#### Work task:
Write the data out again exactly and in full.

#### Data shown:

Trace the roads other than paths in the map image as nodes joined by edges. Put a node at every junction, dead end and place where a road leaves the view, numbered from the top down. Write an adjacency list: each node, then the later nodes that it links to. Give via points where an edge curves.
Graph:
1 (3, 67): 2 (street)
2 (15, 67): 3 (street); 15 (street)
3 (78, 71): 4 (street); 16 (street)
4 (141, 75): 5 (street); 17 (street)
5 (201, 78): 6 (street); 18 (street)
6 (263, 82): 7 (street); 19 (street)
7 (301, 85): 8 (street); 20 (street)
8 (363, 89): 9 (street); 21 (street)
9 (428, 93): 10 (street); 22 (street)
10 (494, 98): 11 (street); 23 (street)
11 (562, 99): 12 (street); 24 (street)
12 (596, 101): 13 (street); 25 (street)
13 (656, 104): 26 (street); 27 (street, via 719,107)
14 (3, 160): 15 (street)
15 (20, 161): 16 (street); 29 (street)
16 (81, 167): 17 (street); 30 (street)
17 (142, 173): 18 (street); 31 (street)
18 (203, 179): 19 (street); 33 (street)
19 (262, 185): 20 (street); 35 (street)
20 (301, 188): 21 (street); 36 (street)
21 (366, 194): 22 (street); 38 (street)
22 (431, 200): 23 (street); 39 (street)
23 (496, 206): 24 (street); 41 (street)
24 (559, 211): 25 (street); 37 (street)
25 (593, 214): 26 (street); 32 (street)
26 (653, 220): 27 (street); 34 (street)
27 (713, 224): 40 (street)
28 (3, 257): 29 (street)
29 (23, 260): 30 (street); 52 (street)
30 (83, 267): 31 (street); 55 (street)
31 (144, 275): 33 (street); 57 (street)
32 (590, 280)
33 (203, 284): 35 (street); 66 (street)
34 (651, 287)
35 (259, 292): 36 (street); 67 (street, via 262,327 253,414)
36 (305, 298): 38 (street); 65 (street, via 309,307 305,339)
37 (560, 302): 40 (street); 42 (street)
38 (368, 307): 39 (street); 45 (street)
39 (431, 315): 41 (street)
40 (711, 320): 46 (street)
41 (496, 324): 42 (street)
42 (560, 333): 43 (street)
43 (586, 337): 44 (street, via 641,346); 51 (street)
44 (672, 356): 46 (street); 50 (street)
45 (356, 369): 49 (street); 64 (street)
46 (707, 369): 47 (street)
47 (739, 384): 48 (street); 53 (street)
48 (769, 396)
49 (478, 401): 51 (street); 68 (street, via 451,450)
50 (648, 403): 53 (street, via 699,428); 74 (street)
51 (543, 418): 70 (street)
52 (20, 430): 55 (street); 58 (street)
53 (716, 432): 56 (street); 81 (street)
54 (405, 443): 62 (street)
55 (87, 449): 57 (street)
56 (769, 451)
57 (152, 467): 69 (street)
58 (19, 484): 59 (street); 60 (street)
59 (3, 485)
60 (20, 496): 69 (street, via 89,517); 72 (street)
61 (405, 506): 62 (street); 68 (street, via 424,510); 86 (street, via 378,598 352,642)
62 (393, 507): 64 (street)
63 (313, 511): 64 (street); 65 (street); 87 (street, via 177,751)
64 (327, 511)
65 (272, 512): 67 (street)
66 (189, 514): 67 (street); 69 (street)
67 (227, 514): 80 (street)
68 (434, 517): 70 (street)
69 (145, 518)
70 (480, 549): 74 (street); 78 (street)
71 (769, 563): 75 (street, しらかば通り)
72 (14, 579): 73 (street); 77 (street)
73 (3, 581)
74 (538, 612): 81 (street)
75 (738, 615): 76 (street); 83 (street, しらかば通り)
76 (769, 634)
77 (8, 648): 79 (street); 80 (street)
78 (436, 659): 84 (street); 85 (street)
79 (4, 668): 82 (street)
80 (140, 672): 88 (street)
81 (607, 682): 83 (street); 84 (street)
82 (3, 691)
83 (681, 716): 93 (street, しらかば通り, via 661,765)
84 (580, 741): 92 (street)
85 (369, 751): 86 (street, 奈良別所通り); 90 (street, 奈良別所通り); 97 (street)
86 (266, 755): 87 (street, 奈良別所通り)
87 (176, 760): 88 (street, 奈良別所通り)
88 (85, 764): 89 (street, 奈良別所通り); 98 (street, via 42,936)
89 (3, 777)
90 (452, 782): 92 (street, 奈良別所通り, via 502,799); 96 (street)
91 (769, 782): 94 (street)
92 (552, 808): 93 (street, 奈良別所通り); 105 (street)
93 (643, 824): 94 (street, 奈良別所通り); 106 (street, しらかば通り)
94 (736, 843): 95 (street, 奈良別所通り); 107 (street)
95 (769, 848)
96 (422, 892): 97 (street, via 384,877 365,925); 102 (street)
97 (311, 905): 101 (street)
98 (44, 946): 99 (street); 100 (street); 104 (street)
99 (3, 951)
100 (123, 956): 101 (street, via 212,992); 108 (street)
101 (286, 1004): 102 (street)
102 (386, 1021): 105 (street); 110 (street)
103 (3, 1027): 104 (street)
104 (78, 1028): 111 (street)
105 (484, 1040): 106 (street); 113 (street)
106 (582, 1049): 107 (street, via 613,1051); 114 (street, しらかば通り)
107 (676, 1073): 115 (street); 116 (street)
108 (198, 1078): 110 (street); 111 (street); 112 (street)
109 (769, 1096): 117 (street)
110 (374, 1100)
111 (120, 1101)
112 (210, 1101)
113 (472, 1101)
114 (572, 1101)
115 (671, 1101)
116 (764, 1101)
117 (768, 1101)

#### Result for this task:
Trace the roads other than paths in the map image as nodes joined by edges. Put a node at every junction, dead end and place where a road leaves the view, numbered from the top down. Write an adjacency list: each node, then the later nodes that it links to. Give via points where an edge curves.
Graph:
1 (3, 67): 2 (street)
2 (15, 67): 3 (street); 15 (street)
3 (78, 71): 4 (street); 16 (street)
4 (141, 75): 5 (street); 17 (street)
5 (201, 78): 6 (street); 18 (street)
6 (263, 82): 7 (street); 19 (street)
7 (301, 85): 8 (street); 20 (street)
8 (363, 89): 9 (street); 21 (street)
9 (428, 93): 10 (street); 22 (street)
10 (494, 98): 11 (street); 23 (street)
11 (562, 99): 12 (street); 24 (street)
12 (596, 101): 13 (street); 25 (street)
13 (656, 104): 26 (street); 27 (street, via 719,107)
14 (3, 160): 15 (street)
15 (20, 161): 16 (street); 29 (street)
16 (81, 167): 17 (street); 30 (street)
17 (142, 173): 18 (street); 31 (street)
18 (203, 179): 19 (street); 33 (street)
19 (262, 185): 20 (street); 35 (street)
20 (301, 188): 21 (street); 36 (street)
21 (366, 194): 22 (street); 38 (street)
22 (431, 200): 23 (street); 39 (street)
23 (496, 206): 24 (street); 41 (street)
24 (559, 211): 25 (street); 37 (street)
25 (593, 214): 26 (street); 32 (street)
26 (653, 220): 27 (street); 34 (street)
27 (713, 224): 40 (street)
28 (3, 257): 29 (street)
29 (23, 260): 30 (street); 52 (street)
30 (83, 267): 31 (street); 55 (street)
31 (144, 275): 33 (street); 57 (street)
32 (590, 280)
33 (203, 284): 35 (street); 66 (street)
34 (651, 287)
35 (259, 292): 36 (street); 67 (street, via 262,327 253,414)
36 (305, 298): 38 (street); 65 (street, via 309,307 305,339)
37 (560, 302): 40 (street); 42 (street)
38 (368, 307): 39 (street); 45 (street)
39 (431, 315): 41 (street)
40 (711, 320): 46 (street)
41 (496, 324): 42 (street)
42 (560, 333): 43 (street)
43 (586, 337): 44 (street, via 641,346); 51 (street)
44 (672, 356): 46 (street); 50 (street)
45 (356, 369): 49 (street); 64 (street)
46 (707, 369): 47 (street)
47 (739, 384): 48 (street); 53 (street)
48 (769, 396)
49 (478, 401): 51 (street); 68 (street, via 451,450)
50 (648, 403): 53 (street, via 699,428); 74 (street)
51 (543, 418): 70 (street)
52 (20, 430): 55 (street); 58 (street)
53 (716, 432): 56 (street); 81 (street)
54 (405, 443): 62 (street)
55 (87, 449): 57 (street)
56 (769, 451)
57 (152, 467): 69 (street)
58 (19, 484): 59 (street); 60 (street)
59 (3, 485)
60 (20, 496): 69 (street, via 89,517); 72 (street)
61 (405, 506): 62 (street); 68 (street, via 424,510); 86 (street, via 378,598 352,642)
62 (393, 507): 64 (street)
63 (313, 511): 64 (street); 65 (street); 87 (street, via 177,751)
64 (327, 511)
65 (272, 512): 67 (street)
66 (189, 514): 67 (street); 69 (street)
67 (227, 514): 80 (street)
68 (434, 517): 70 (street)
69 (145, 518)
70 (480, 549): 74 (street); 78 (street)
71 (769, 563): 75 (street, しらかば通り)
72 (14, 579): 73 (street); 77 (street)
73 (3, 581)
74 (538, 612): 81 (street)
75 (738, 615): 76 (street); 83 (street, しらかば通り)
76 (769, 634)
77 (8, 648): 79 (street); 80 (street)
78 (436, 659): 84 (street); 85 (street)
79 (4, 668): 82 (street)
80 (140, 672): 88 (street)
81 (607, 682): 83 (street); 84 (street)
82 (3, 691)
83 (681, 716): 93 (street, しらかば通り, via 661,765)
84 (580, 741): 92 (street)
85 (369, 751): 86 (street, 奈良別所通り); 90 (street, 奈良別所通り); 97 (street)
86 (266, 755): 87 (street, 奈良別所通り)
87 (176, 760): 88 (street, 奈良別所通り)
88 (85, 764): 89 (street, 奈良別所通り); 98 (street, via 42,936)
89 (3, 777)
90 (452, 782): 92 (street, 奈良別所通り, via 502,799); 96 (street)
91 (769, 782): 94 (street)
92 (552, 808): 93 (street, 奈良別所通り); 105 (street)
93 (643, 824): 94 (street, 奈良別所通り); 106 (street, しらかば通り)
94 (736, 843): 95 (street, 奈良別所通り); 107 (street)
95 (769, 848)
96 (422, 892): 97 (street, via 384,877 365,925); 102 (street)
97 (311, 905): 101 (street)
98 (44, 946): 99 (street); 100 (street); 104 (street)
99 (3, 951)
100 (123, 956): 101 (street, via 212,992); 108 (street)
101 (286, 1004): 102 (street)
102 (386, 1021): 105 (street); 110 (street)
103 (3, 1027): 104 (street)
104 (78, 1028): 111 (street)
105 (484, 1040): 106 (street); 113 (street)
106 (582, 1049): 107 (street, via 613,1051); 114 (street, しらかば通り)
107 (676, 1073): 115 (street); 116 (street)
108 (198, 1078): 110 (street); 111 (street); 112 (street)
109 (769, 1096): 117 (street)
110 (374, 1100)
111 (120, 1101)
112 (210, 1101)
113 (472, 1101)
114 (572, 1101)
115 (671, 1101)
116 (764, 1101)
117 (768, 1101)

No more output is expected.